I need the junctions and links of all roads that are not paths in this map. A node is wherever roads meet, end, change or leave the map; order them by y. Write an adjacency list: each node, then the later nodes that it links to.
---
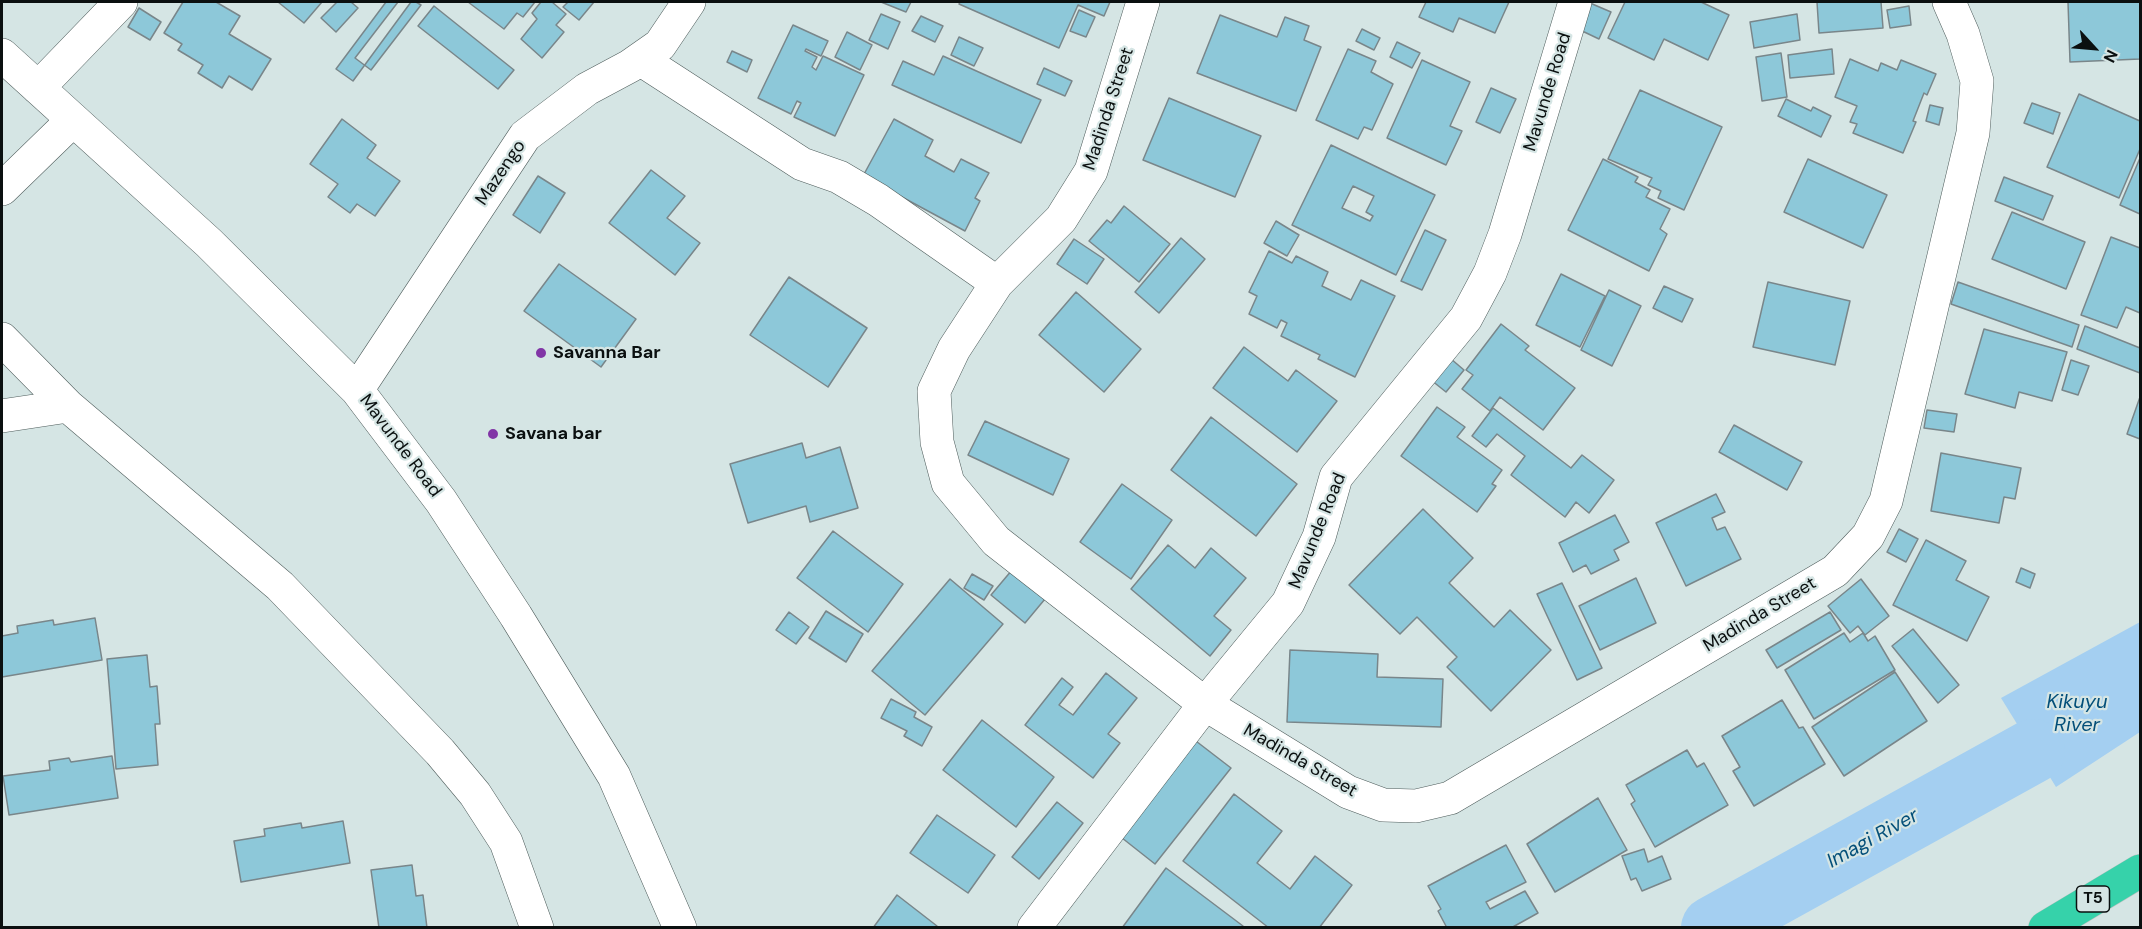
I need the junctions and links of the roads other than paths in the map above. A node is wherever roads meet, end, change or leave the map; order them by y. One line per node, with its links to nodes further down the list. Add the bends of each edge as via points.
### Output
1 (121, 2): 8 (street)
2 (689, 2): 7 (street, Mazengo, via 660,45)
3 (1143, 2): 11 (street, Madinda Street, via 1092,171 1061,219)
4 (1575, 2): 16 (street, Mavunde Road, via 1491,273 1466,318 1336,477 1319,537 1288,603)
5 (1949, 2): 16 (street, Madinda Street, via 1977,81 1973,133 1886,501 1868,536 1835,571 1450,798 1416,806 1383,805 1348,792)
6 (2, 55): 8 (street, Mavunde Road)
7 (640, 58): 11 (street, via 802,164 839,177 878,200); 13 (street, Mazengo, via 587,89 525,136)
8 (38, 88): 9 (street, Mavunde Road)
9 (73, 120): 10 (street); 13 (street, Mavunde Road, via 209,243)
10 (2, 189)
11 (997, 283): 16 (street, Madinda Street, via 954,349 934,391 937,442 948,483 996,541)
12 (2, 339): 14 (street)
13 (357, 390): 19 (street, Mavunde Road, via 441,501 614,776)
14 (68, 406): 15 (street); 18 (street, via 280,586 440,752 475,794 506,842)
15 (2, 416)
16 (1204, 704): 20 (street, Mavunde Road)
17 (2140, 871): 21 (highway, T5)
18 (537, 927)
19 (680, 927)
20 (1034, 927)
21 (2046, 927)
...
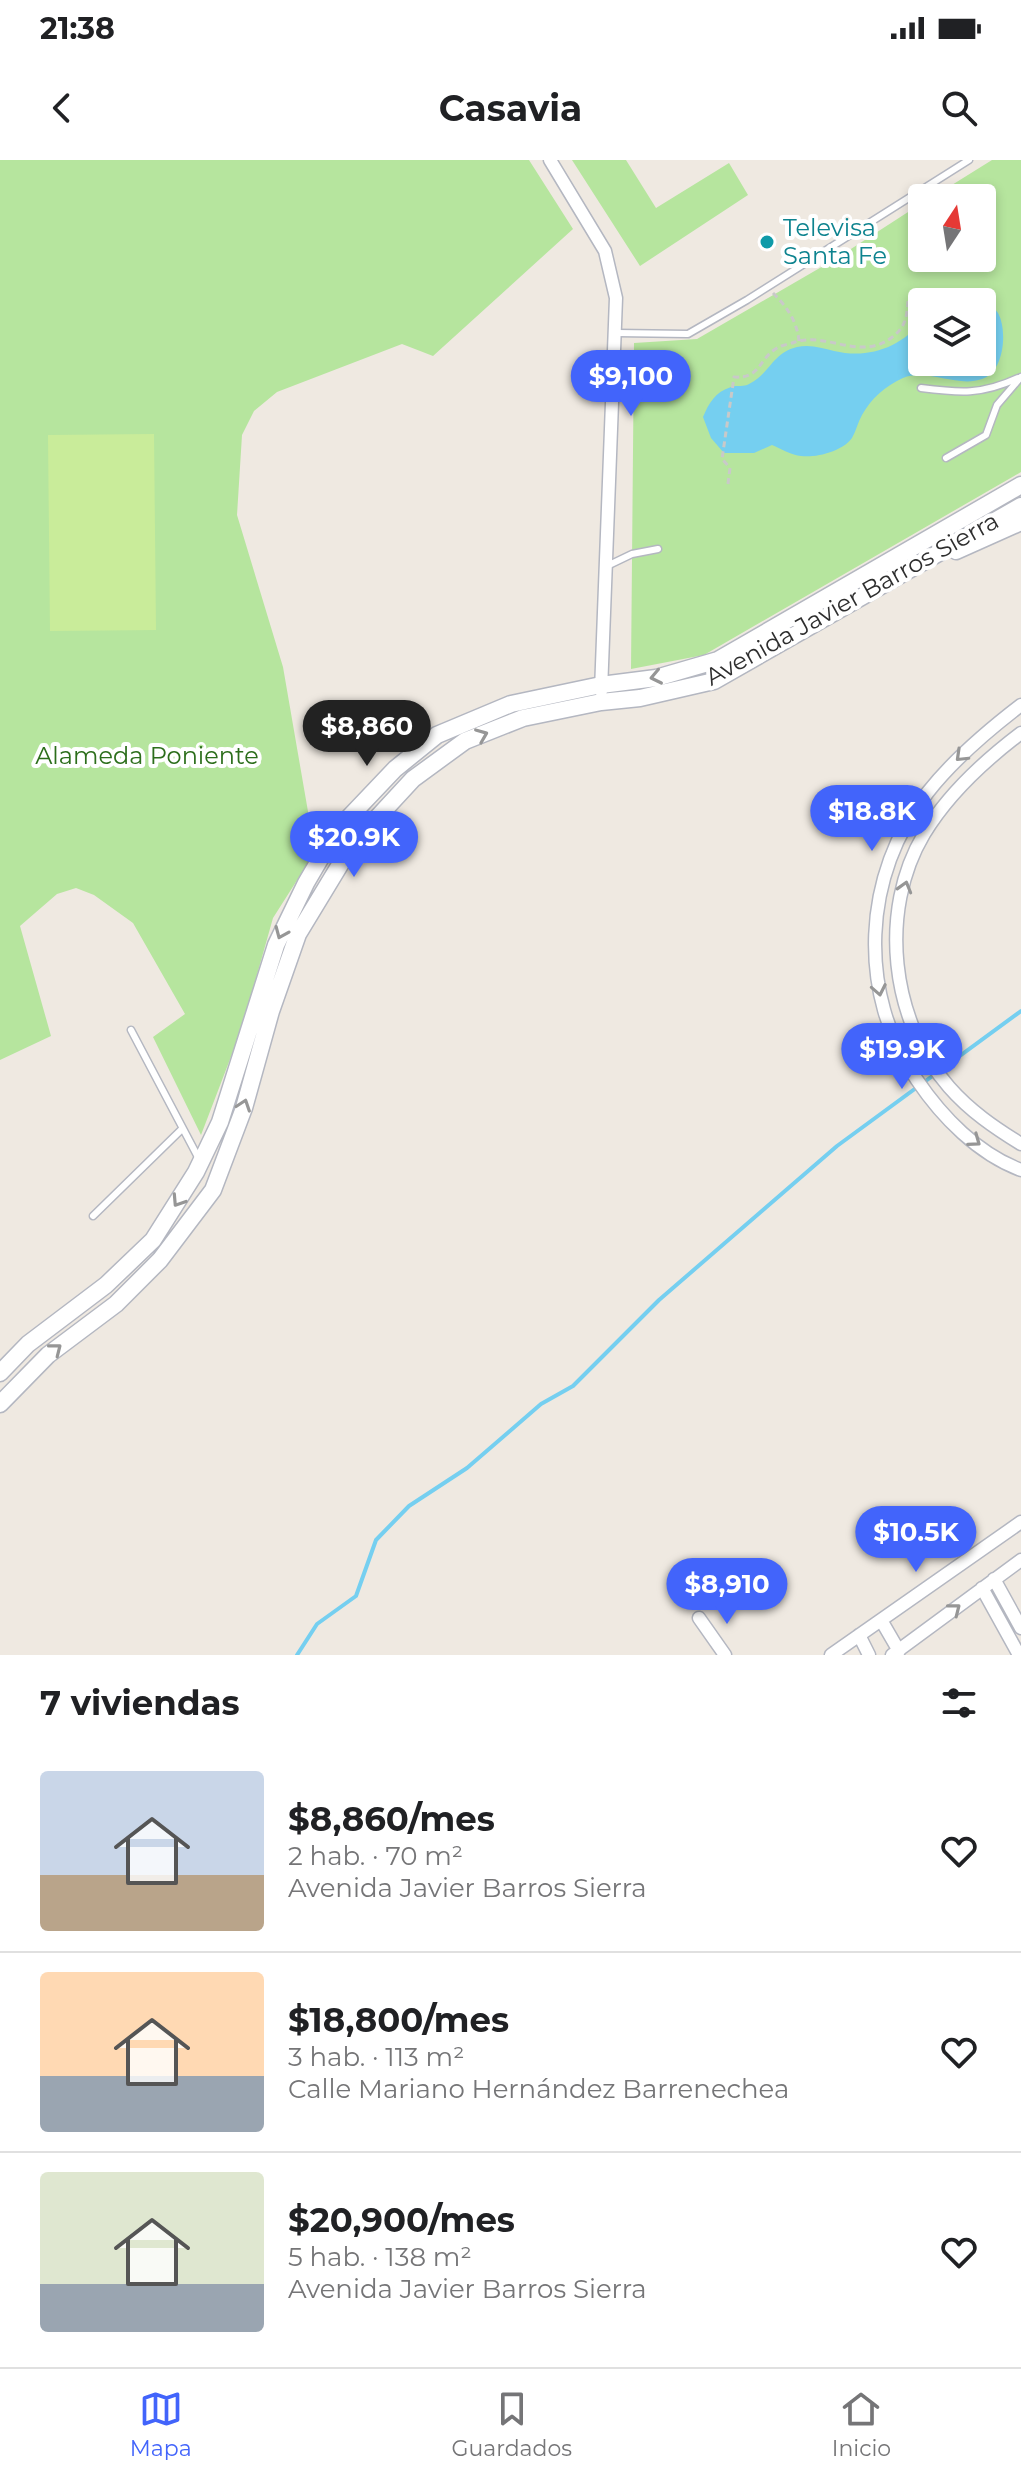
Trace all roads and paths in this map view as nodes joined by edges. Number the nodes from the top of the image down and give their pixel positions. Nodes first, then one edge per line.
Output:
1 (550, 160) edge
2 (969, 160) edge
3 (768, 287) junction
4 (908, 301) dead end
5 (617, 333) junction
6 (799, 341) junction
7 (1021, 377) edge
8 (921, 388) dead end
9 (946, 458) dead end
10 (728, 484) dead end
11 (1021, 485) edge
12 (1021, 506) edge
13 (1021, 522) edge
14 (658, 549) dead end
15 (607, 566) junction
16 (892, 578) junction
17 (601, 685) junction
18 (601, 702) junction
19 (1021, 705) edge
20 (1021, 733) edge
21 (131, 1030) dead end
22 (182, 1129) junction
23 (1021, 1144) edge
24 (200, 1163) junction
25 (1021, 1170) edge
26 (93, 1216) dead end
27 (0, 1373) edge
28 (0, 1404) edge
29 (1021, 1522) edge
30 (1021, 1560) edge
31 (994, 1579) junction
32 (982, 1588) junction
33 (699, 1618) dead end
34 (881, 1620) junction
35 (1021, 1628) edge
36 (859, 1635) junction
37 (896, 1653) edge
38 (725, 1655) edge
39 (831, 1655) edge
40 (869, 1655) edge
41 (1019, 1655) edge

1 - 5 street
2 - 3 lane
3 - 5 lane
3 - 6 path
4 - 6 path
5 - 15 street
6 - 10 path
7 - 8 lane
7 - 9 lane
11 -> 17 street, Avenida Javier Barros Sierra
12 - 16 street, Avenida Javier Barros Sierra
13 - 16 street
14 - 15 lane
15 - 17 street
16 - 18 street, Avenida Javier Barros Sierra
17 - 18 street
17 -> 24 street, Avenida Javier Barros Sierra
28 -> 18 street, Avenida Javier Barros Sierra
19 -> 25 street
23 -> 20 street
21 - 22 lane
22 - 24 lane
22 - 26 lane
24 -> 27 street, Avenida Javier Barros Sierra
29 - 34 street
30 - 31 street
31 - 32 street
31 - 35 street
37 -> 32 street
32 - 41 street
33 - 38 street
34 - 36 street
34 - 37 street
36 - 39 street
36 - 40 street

• _EXERCISE REQUIREMENTS_:
When you find a line in the records that contains the word "then", copy it.

• _TASK ANSWER_:
I need the junctions and links of all roads that are not paths in this map. A node is wherever roads meet, end, change or leave the map; order them by y. Write an adjacency list: each node, then the later nodes that it links to.
Trace all roads and paths in this map view as nodes joined by edges. Number the nodes from the top of the image down and give their pixel positions. Nodes first, then one edge per line.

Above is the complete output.